When Marie read our son the first two books, I gave him a quick lesson in tax exiles, specifically how the UK’s mega-rich like David Bowie or Elton John or Roger Moore would move to Switzerland to avoid the taxman. I probably should have mentioned David Gilmour, because the band Disaster Area was meant as a specific lampoon of Pink Floyd. One of the spaceships that they consider stealing from the Milliways car park before settling on Disaster Area’s produced our son’s favorite line from the first two books: it “steers like a cow.” He laughed really hard when the actors got to that line.

He did, however, protest that he really preferred the way that Adams got our heroes out from the cliffhanger at the end of part four in the novel rather than the series. We pointed out that one of the neat things about Hitchhiker’s is the way that Douglas Adams kept evolving it from medium to medium. I pulled my increasingly fragile copy of the radio scripts off the shelf to show him that the time travel explosion was there in the original, and it took Adams a few years to figure out a better way to get from one scene to the next.

Adam Adamant Lives! 1.7 – To Set a Deadly Fashion

Tony Williamson’s “To Set a Deadly Fashion” is less like The Avengers than it is Batman. Colin Jeavons plays the bad guy, and he’s about as highly-strung as your average Batvillain, not to mention just a little too self-consciously camp. In part that’s to be expected; he’s playing a fashion designer who pronounces “Roger” as “Roget,” when he’s not placing microphone – slash – anti-pacemaker “bombs” in the dresses of the wives of diplomats, only to have his skittish henchmen keep blowing them up.

As always, the Victorian values provide the most hilarious scenes. Adam decides to infiltrate the enemy’s headquarters while posing as a buyer for a large boutique in New Zealand, and arrives just as they’re beginning a show of the season’s newest swimwear. Poor Adam, coming from a time when showing off one’s ankles at the beach would cause a scandal, just about dies from embarrassment. Really, Adam, it’s only girls in bikinis. I don’t think the camera lingered on even a single libidinous ankle shot.

(Note: I can play them, but I’m not presently able to get screencaps from Region 4 DVDs, so many of these entries will just have a photo of the set to illustrate it. Click the link to purchase it from Amazon UK.)

K9 and Company 1.1 – A Girl’s Best Friend

The only spinoff that made it to the screen during Doctor Who‘s first 26 years was this lone unsold pilot starring Elisabeth Sladen that aired as a Christmas special in 1981. It’s also the first occasion that the show ever gave some screen time to a former companion, as we catch up with Sarah Jane Smith, last seen in 1976’s “The Hand of Fear”.

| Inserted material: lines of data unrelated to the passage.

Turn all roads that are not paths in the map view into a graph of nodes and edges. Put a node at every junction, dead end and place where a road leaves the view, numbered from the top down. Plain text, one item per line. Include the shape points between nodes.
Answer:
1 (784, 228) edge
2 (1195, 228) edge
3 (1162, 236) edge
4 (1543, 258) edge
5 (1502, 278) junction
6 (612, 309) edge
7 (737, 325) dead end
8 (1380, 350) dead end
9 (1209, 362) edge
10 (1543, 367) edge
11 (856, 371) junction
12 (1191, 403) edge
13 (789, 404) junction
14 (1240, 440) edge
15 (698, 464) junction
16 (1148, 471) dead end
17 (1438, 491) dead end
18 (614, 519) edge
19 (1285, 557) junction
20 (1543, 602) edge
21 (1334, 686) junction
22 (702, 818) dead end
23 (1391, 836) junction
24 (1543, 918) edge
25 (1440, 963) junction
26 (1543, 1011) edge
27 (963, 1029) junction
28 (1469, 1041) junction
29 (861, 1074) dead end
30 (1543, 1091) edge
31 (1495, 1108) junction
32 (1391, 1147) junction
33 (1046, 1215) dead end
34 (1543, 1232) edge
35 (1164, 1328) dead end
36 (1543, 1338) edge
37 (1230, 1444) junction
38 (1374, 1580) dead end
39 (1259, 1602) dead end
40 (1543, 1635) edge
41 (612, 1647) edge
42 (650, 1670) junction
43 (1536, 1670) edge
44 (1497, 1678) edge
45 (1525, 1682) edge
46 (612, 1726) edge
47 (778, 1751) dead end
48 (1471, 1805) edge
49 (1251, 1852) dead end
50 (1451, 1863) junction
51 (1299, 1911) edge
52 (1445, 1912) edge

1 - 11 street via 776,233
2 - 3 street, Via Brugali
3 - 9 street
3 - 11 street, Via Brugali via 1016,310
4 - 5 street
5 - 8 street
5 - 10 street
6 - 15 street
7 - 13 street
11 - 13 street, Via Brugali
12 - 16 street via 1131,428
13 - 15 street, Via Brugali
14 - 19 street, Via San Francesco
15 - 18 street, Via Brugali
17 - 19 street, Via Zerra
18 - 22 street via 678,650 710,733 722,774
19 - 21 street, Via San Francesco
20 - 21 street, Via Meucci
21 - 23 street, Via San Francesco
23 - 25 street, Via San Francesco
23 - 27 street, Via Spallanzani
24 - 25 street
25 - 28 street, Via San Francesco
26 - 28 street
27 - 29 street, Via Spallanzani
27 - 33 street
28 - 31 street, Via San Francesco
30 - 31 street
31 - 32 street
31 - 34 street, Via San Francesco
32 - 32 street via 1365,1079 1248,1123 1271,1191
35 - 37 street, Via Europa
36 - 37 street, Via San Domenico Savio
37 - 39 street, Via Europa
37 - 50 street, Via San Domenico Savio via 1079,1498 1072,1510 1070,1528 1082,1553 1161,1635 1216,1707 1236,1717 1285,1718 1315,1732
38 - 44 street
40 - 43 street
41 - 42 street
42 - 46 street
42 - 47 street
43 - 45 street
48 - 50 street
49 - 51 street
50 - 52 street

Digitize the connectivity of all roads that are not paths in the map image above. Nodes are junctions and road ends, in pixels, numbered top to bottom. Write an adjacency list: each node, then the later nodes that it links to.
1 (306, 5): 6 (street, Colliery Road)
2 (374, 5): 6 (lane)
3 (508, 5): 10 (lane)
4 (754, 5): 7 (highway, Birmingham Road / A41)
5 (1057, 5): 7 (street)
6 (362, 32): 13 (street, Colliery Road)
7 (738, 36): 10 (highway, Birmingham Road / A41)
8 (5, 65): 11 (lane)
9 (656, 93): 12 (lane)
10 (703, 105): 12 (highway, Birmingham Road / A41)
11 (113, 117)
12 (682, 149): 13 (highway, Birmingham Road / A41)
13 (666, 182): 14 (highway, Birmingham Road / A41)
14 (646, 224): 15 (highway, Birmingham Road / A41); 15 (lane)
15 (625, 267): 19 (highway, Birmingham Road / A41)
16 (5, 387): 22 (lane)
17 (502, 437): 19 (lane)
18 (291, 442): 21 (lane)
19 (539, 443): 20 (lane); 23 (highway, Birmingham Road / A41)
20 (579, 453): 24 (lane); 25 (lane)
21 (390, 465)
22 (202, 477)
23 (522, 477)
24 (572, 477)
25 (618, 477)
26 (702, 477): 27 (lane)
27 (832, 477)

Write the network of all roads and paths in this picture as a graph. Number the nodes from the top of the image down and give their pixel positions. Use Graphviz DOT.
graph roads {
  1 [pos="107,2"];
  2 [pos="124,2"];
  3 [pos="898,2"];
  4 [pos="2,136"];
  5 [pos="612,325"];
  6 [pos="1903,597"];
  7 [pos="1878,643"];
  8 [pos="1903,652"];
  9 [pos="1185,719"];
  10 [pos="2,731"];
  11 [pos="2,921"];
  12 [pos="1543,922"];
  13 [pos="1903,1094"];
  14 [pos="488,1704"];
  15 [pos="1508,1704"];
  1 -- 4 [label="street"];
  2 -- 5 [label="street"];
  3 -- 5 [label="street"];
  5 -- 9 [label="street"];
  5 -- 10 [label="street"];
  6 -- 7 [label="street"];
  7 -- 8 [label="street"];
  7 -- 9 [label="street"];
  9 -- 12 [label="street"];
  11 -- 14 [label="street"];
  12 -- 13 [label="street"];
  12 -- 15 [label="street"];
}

According to this episode, the Doctor dropped K9 Mark Three off at Sarah Jane’s house in Croydon in 1978. He sat boxed up in an attic while Sarah was off being a journalist, and eventually the crate made its way to the large country house owned by Sarah’s Aunt Lavinia, just in time for Sarah to finally be in the same place as her gift and have a small adventure around some superstitious country folk still a-worshippin’ the “Black Arts” while people start disappearing, including her aunt’s science-obsessed ward Brendon.

(Incidentally, there’s no particular reason to think that the fourth Doctor dropped off a new K9 for his old friend somewhere in the space between “The Keeper of Traken” and “Logopolis,” but that doesn’t stop list-making fans from trying to crowbar it in right there. For all we know, the Doctor assembled Mark Two and Mark Three together, before he even met Romana. Or maybe the next Doctor built him.)

Anyway, despite the presence of notable actors like Bill Fraser and Colin Jeavons, the episode, written by Terence Dudley, has never engaged me much, but we had the actual target audience on the sofa between us, and our favorite seven year-old critic thought this was just fine. It may not be particularly thrilling, and it might lack menace or urgency, but the pace is just perfect for kids this age to chew on the mystery and consider who, other than Jeavons’ character and his leather-jacketed son, is in Hecate’s coven. Of course, he was most pleased with K9’s two action scenes.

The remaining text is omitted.